PowerShell Core and non-Windows platform support

The 1E PowerShell Toolkit will run on non-Windows platforms. At present, only Debian 11.5 has been tested, but any Linux platform that supports the .NET Framework and PowerShell Core should function.

Only platform-neutral authentication is supported. NTLM authentication is not functional because PowerShell Core does not support it on non-Windows platforms.

Debugging and developing using Visual Studio Code

Visual Studio (VS) Code is a more modern and full-featured alternative to the PowerShell ISE. If you want to debug and develop with the 1E PowerShell Toolkit, you may want to consider using VS Code. To learn how to set up and use VS Code in conjunction with the Toolkit, refer to Installing and using Visual Studio Code.

Platform management PowerShell cmdlet reference

The 1E PowerShell Toolkit provides a number of cmdlets which let you directly interact with the 1E Platform. Using these, you can invoke instructions, list instructions and instruction sets, and perform other platform management operations directly from PowerShell. For more information, refer to 1E Platform management cmdlets.

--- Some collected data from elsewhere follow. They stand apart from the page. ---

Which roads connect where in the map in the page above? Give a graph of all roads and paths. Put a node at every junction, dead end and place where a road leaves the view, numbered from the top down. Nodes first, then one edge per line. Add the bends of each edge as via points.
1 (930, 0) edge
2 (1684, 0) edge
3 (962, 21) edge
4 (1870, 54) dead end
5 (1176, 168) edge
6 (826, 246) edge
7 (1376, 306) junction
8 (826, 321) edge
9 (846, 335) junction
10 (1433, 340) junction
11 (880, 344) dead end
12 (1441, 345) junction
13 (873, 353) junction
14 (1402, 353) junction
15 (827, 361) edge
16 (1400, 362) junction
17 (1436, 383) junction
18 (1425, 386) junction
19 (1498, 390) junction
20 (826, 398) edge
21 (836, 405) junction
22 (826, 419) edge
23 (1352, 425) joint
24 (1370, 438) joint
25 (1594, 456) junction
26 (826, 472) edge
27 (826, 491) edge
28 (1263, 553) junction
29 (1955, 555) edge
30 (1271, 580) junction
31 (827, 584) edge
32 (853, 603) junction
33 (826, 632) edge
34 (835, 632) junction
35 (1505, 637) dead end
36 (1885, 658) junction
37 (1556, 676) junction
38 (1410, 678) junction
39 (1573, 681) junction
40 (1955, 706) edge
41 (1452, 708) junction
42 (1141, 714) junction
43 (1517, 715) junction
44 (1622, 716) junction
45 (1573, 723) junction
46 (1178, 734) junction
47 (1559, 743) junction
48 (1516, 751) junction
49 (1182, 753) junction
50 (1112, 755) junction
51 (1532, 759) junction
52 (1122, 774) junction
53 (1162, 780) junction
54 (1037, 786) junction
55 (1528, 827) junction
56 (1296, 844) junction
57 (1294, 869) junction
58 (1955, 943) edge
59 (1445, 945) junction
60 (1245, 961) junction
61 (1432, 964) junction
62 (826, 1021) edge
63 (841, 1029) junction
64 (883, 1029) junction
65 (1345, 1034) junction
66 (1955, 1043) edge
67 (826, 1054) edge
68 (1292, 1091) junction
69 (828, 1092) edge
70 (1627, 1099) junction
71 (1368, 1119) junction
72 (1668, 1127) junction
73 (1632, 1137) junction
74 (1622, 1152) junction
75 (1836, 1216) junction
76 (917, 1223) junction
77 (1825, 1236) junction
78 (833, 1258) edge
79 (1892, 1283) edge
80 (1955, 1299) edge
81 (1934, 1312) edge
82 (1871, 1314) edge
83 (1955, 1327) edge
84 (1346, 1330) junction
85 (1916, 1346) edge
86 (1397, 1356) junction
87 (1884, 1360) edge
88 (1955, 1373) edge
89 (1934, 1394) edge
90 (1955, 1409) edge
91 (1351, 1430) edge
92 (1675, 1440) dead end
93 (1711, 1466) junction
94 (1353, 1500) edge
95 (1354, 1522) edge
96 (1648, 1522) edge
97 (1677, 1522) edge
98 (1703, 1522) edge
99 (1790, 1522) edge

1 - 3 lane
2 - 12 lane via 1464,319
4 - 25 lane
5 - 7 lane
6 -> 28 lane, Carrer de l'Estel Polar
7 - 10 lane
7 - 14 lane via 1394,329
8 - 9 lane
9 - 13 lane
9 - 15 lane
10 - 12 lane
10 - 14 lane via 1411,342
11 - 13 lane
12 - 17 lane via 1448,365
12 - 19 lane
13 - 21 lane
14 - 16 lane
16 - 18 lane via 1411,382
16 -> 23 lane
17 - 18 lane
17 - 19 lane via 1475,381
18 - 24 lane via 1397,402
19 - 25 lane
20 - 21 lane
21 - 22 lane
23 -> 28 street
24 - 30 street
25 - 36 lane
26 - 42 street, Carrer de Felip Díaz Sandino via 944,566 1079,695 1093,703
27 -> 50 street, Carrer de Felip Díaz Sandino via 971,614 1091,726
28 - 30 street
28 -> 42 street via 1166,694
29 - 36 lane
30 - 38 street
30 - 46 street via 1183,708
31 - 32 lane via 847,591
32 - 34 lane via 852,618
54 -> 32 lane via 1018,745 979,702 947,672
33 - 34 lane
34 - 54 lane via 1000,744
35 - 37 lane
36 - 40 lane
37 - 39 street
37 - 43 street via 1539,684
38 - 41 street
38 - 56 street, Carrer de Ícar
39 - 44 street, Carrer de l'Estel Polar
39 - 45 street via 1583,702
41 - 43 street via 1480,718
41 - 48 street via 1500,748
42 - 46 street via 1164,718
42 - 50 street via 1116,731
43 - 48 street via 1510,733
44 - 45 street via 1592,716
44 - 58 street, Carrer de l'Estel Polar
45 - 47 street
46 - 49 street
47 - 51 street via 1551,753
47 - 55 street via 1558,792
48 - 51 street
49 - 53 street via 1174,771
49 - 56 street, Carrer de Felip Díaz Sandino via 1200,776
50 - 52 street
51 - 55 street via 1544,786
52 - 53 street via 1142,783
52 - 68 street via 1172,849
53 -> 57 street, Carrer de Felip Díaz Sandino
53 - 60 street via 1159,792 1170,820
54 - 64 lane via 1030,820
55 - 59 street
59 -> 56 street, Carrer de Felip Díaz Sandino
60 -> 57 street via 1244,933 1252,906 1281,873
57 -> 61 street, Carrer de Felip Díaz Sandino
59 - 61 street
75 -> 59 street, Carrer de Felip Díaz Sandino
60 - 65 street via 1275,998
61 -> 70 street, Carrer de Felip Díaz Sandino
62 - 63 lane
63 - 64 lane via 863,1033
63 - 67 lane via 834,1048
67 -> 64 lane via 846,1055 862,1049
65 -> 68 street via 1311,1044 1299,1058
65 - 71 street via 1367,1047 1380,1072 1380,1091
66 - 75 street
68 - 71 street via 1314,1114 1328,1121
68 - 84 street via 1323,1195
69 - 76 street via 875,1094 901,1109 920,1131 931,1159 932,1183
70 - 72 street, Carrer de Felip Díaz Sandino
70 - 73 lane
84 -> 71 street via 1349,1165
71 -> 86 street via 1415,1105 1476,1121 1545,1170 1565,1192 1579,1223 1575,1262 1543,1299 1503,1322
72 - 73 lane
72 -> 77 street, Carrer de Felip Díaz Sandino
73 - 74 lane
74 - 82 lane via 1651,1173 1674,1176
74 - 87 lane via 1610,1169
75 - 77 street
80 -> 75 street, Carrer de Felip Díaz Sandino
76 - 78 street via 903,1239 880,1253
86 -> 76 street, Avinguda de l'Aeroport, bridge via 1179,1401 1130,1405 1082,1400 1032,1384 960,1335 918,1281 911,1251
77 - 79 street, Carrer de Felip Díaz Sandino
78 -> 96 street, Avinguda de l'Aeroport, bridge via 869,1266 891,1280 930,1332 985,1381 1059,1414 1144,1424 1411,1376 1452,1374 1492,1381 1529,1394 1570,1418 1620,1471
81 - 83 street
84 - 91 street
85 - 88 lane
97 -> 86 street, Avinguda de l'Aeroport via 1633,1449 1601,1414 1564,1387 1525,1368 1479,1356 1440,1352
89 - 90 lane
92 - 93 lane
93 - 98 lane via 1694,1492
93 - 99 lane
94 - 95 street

How Dynamic Scripting and Querying works

When a script or query is executed dynamically, the following steps occur:

  1. A randomized instruction name is created based on the code signing certificate licensed prefix followed by a GUID.

  2. A temporary instruction file (_temp.xml) is created. This is a valid instruction that can be loaded into the TIMS authoring tool, for example.

  3. The Tachyon.InstructionSigner.exe utility is used to sign the _temp.xml file with the code signing certificate.

  4. The _temp.xml file is uploaded into 1E. It is placed into an instruction set called DynamicScripting which is created if necessary.

  5. The instruction is executed and the results are returned.

A new instruction name is created each time. This ensures that executing instructions that are still within their "time to live" are not disrupted. However, to avoid old instructions piling up in the DynamicScripting instruction set, each time the invoke-dynamic command is run, it will automatically attempt to delete all instructions in that set. If the instructions are still active, they will be skipped.

The 1E Platform Consumer API is used to perform all interactions with the platform. Therefore, the user cannot perform any action their platform privileges would not permit.

Dynamic Scripting assumes that the schema for the result set is a 64-bit integer value for ExitCode indicating 0 for success, and a string(8000) value for the results. For scripts, the raw script returned data is passed back in the string value.

For queries or SCALE fragments, the returned data is JSON-encoded and returned back in the string value. The JSON represents an array of rows, with each JSON member representing a column and its value.

This approach allows you to run any script, executable, query, or SCALE fragment and return the values without needing to change the instruction schema. However, the instruction XML management cmdlets allow you to specify your own schema if you want to build something more complex. For more information, refer to Instruction XML management cmdlets.

Script customization

Refer to Script customization in Requirements for using the 1E PowerShell Toolkit.